* ASSIGNMENT: None of the pictures should be copied, though every line of the listing must be printed exactly.
########
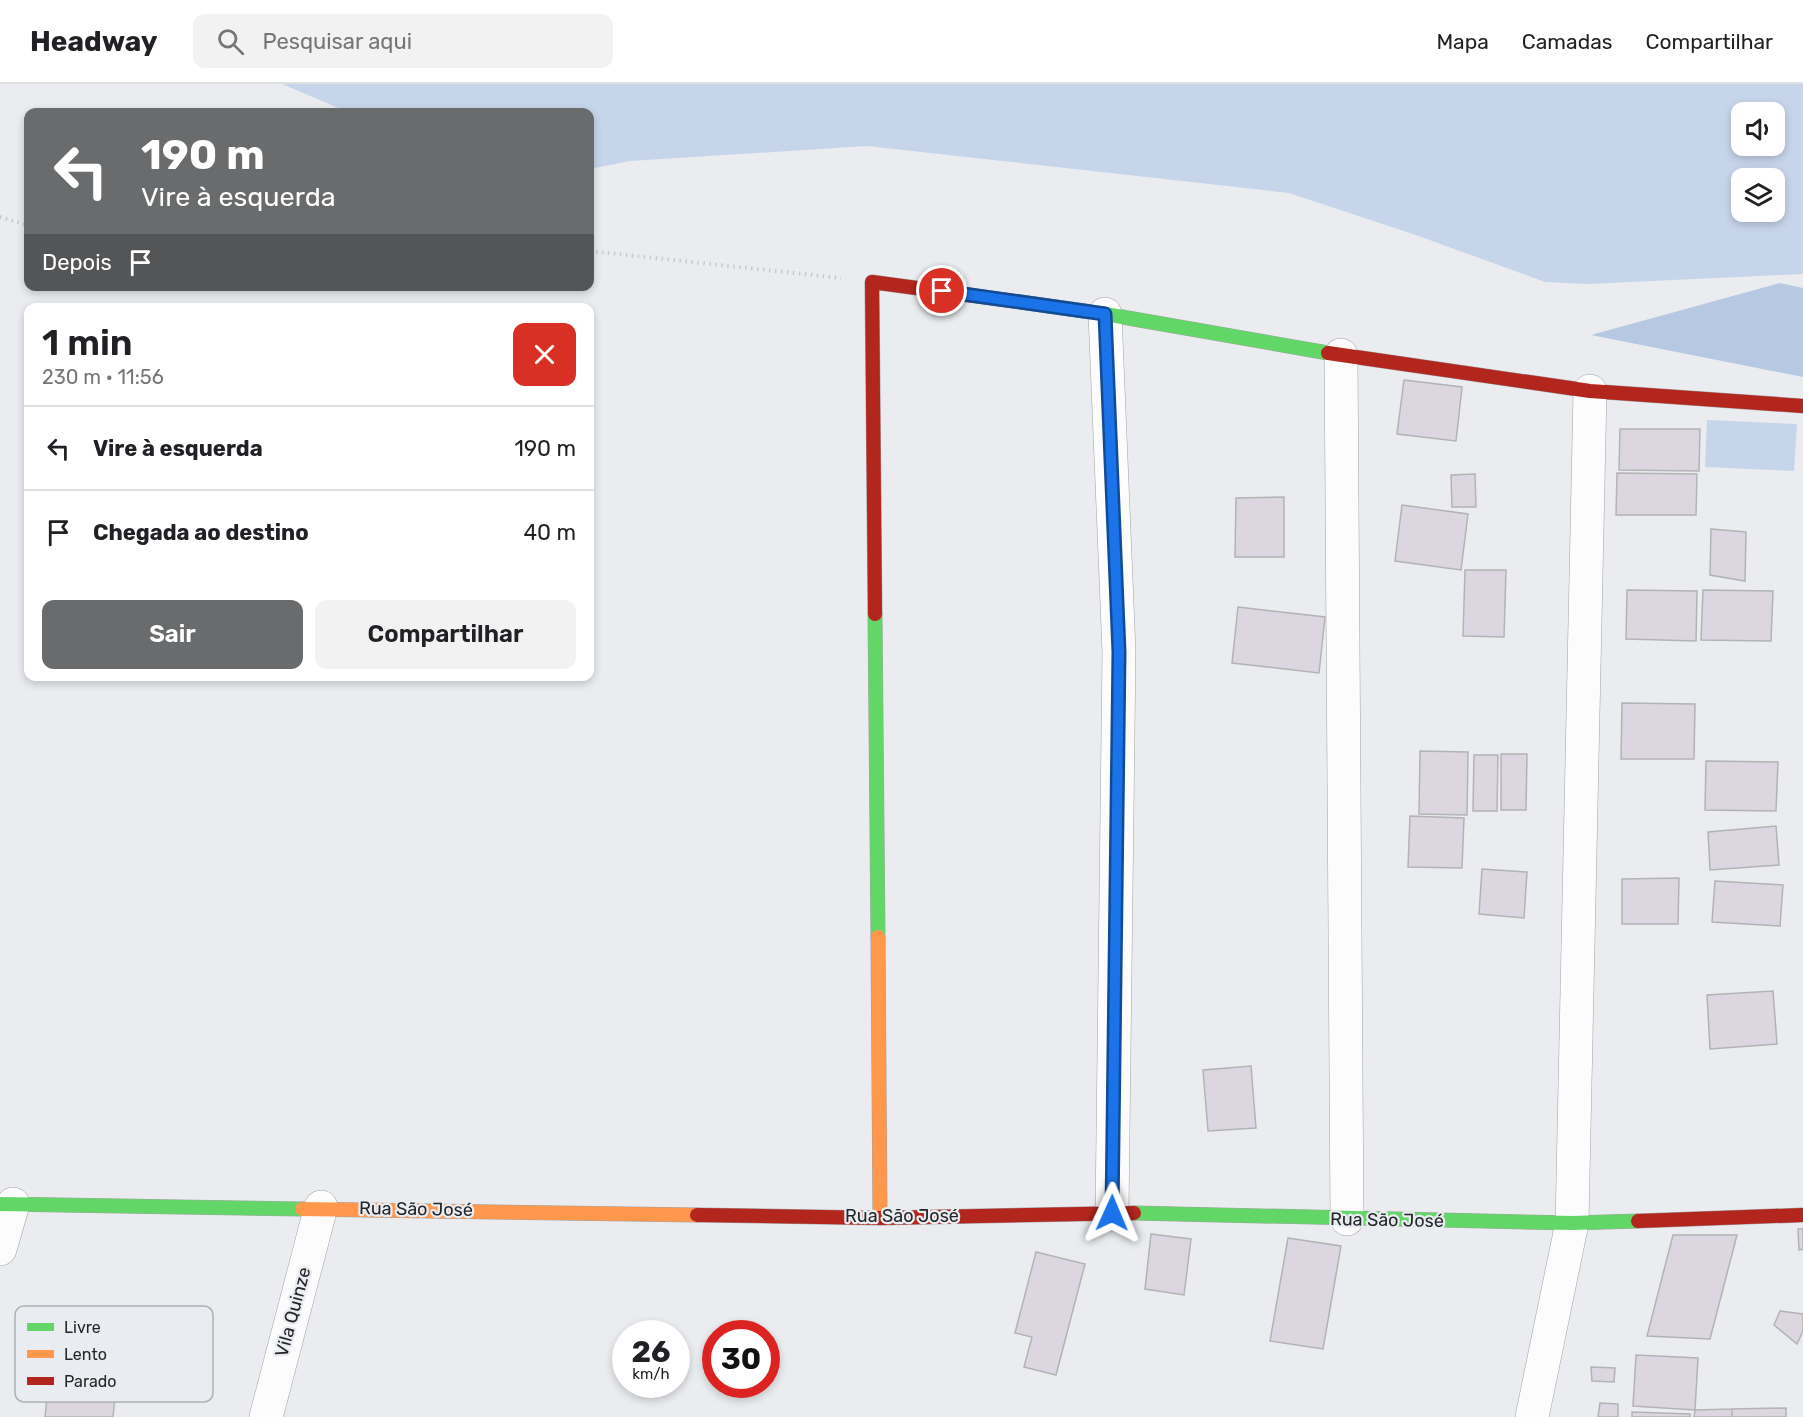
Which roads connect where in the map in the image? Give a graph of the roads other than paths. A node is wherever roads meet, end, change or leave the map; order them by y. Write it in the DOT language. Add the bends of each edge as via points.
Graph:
graph roads {
  1 [pos="1105,314"];
  2 [pos="1341,355"];
  3 [pos="1590,392"];
  4 [pos="1803,406"];
  5 [pos="6,1204"];
  6 [pos="321,1208"];
  7 [pos="1112,1213"];
  8 [pos="1803,1215"];
  9 [pos="880,1218"];
  10 [pos="1347,1220"];
  11 [pos="1572,1223"];
  12 [pos="0,1249"];
  13 [pos="266,1417"];
  14 [pos="287,1417"];
  15 [pos="1533,1417"];
  1 -- 2 [label="street"];
  1 -- 7 [label="street" via="1119,652"];
  1 -- 9 [label="street" via="872,282"];
  2 -- 3 [label="street"];
  2 -- 10 [label="street"];
  3 -- 4 [label="street"];
  3 -- 11 [label="street"];
  5 -- 6 [label="street, Rua São José"];
  5 -- 12 [label="street"];
  6 -- 9 [label="street, Rua São José"];
  6 -- 13 [label="street, Vila Quinze"];
  7 -- 9 [label="street, Rua São José"];
  7 -- 10 [label="street, Rua São José"];
  8 -- 11 [label="street, Rua São José"];
  10 -- 11 [label="street, Rua São José"];
  11 -- 15 [label="street"];
  13 -- 14 [label="street"];
}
########
* RESPONSE TO THIS TASK:
Which roads connect where in the map in the image? Give a graph of the roads other than paths. A node is wherever roads meet, end, change or leave the map; order them by y. Write it in the DOT language. Add the bends of each edge as via points.
Graph:
graph roads {
  1 [pos="1105,314"];
  2 [pos="1341,355"];
  3 [pos="1590,392"];
  4 [pos="1803,406"];
  5 [pos="6,1204"];
  6 [pos="321,1208"];
  7 [pos="1112,1213"];
  8 [pos="1803,1215"];
  9 [pos="880,1218"];
  10 [pos="1347,1220"];
  11 [pos="1572,1223"];
  12 [pos="0,1249"];
  13 [pos="266,1417"];
  14 [pos="287,1417"];
  15 [pos="1533,1417"];
  1 -- 2 [label="street"];
  1 -- 7 [label="street" via="1119,652"];
  1 -- 9 [label="street" via="872,282"];
  2 -- 3 [label="street"];
  2 -- 10 [label="street"];
  3 -- 4 [label="street"];
  3 -- 11 [label="street"];
  5 -- 6 [label="street, Rua São José"];
  5 -- 12 [label="street"];
  6 -- 9 [label="street, Rua São José"];
  6 -- 13 [label="street, Vila Quinze"];
  7 -- 9 [label="street, Rua São José"];
  7 -- 10 [label="street, Rua São José"];
  8 -- 11 [label="street, Rua São José"];
  10 -- 11 [label="street, Rua São José"];
  11 -- 15 [label="street"];
  13 -- 14 [label="street"];
}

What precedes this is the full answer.